SINGAPORE: Zero-based budgeting can be effective but marketers need to carefully examine the traditional/digital media divide to find success, according to a senior Facebook executive.

Operating to strict ‘rule of thumb’ zero-based budgeting can be harmful to a brand, according to Reynold D’Silva, APAC Head of Marketing for Brands and E-Commerce at Facebook, as it uses up investments inefficiently and actually diminishes the brand’s share of the consumer’s mental availability.

In an exclusive piece for WARC on how marketers can rethink zero-based marketing strategies to drive better brand growth, D’Silva argues that allocating marketing spend based on where money has been invested historically needs to be challenged.

This is particularly relevant in many Asian markets, where the pace of change makes flexibility even more important. (For more details, read D’Silva’s full article: Zero based budgeting and brand growth are not mutually exclusive.)

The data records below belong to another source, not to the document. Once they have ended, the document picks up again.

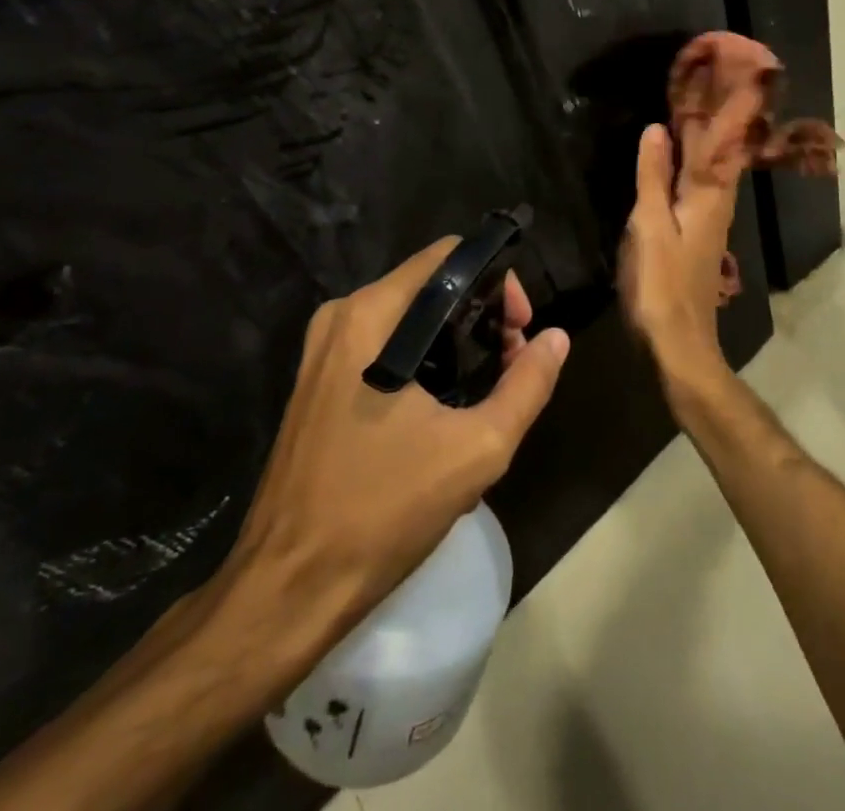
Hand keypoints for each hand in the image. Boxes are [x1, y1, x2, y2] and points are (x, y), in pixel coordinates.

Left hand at [208, 239, 569, 652]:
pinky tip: (445, 412)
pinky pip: (383, 348)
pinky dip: (423, 362)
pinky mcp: (316, 383)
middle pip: (429, 286)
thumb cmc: (383, 510)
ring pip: (408, 319)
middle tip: (511, 363)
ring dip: (455, 343)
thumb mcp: (477, 449)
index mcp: (371, 315)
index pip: (448, 256)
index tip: (520, 329)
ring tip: (487, 392)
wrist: (289, 589)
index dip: (496, 282)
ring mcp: (322, 351)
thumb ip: (526, 385)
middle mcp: (342, 317)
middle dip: (480, 316)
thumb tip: (556, 338)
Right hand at [618, 98, 758, 396]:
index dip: (717, 109)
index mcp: (707, 196)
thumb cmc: (661, 284)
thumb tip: (655, 130)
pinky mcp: (697, 238)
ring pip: (709, 170)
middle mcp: (715, 204)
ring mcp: (708, 222)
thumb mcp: (649, 226)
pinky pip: (697, 187)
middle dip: (715, 119)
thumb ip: (653, 177)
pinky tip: (679, 163)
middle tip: (708, 83)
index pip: (715, 141)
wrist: (678, 343)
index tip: (721, 76)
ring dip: (703, 140)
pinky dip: (691, 165)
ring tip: (692, 110)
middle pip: (717, 153)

“A majority of brand growth comes not from loyalty, but from increase in penetration and recruiting new users,” he says, citing Dr. Byron Sharp’s work on how brands grow. “In media terms, this means it’s critical to get incremental reach amongst potential new users.”

In the case of a brand in Indonesia, a rethink of zero-based marketing strategies recommended reducing TV spend by 15% to reduce wastage, and increasing digital/mobile spend by 70-80% to achieve the same impact. This resulted in significant saving on overall media spend, D’Silva writes.

For brands targeting the lucrative millennial demographic – who are digital- and mobile-first – a traditional TV-led approach may be the wrong fit. A zero-based marketing approach that doesn’t allow flexibility in digital spend may actually harm the brand in this demographic.

“They are the consumer segment least engaged with TV and most engaged on mobile. Not being able to reach this audience would leave the field open for competitors to take away one’s future consumers, D’Silva said.

“Brands continue to do so at their own peril.”